=== Section Start ===
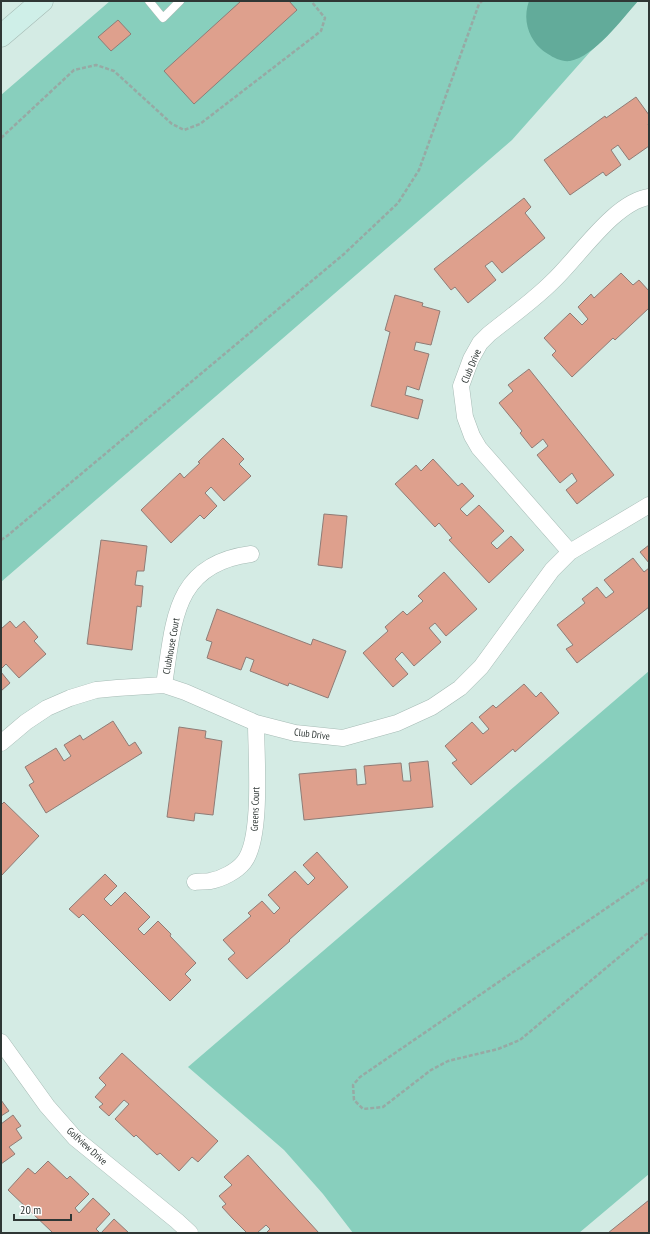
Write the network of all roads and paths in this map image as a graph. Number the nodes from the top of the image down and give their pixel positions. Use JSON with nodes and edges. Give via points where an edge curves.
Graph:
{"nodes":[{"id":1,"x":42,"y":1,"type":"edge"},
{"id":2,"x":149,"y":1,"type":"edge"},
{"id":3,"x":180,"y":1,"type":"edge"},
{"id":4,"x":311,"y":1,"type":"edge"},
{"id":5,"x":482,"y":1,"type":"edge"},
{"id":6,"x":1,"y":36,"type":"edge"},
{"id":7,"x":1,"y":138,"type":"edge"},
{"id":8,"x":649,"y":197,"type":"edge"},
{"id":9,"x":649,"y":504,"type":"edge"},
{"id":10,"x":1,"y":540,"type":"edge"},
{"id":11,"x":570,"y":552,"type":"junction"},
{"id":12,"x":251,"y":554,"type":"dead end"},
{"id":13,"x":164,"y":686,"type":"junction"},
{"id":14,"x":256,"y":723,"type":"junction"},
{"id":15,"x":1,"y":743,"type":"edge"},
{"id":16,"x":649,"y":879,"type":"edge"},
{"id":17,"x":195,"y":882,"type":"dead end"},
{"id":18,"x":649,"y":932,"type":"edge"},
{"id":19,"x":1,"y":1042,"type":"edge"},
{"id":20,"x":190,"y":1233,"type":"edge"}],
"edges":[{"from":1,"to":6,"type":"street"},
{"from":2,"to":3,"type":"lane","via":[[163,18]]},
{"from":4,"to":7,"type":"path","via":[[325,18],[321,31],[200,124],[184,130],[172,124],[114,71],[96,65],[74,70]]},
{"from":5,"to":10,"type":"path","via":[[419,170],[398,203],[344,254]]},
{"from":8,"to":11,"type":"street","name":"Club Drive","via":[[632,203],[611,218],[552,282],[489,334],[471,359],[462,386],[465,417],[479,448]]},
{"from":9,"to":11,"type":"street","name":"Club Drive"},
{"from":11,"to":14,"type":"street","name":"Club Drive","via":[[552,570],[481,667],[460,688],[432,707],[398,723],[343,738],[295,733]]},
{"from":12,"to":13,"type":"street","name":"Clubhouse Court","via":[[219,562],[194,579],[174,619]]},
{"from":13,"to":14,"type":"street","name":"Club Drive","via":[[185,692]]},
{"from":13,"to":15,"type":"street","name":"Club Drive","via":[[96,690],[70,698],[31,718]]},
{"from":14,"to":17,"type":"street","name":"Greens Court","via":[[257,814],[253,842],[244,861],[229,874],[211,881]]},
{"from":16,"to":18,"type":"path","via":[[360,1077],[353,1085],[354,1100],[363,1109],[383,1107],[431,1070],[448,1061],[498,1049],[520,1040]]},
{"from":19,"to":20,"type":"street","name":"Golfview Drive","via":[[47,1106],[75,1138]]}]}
=== Section End ===
■ WHAT TO PRODUCE ■
Pull out every line of the entries that includes the word "junction".

■ RESPONSE TO THE TASK ■
{"id":11,"x":570,"y":552,"type":"junction"},
{"id":13,"x":164,"y":686,"type":"junction"},
{"id":14,"x":256,"y":723,"type":"junction"},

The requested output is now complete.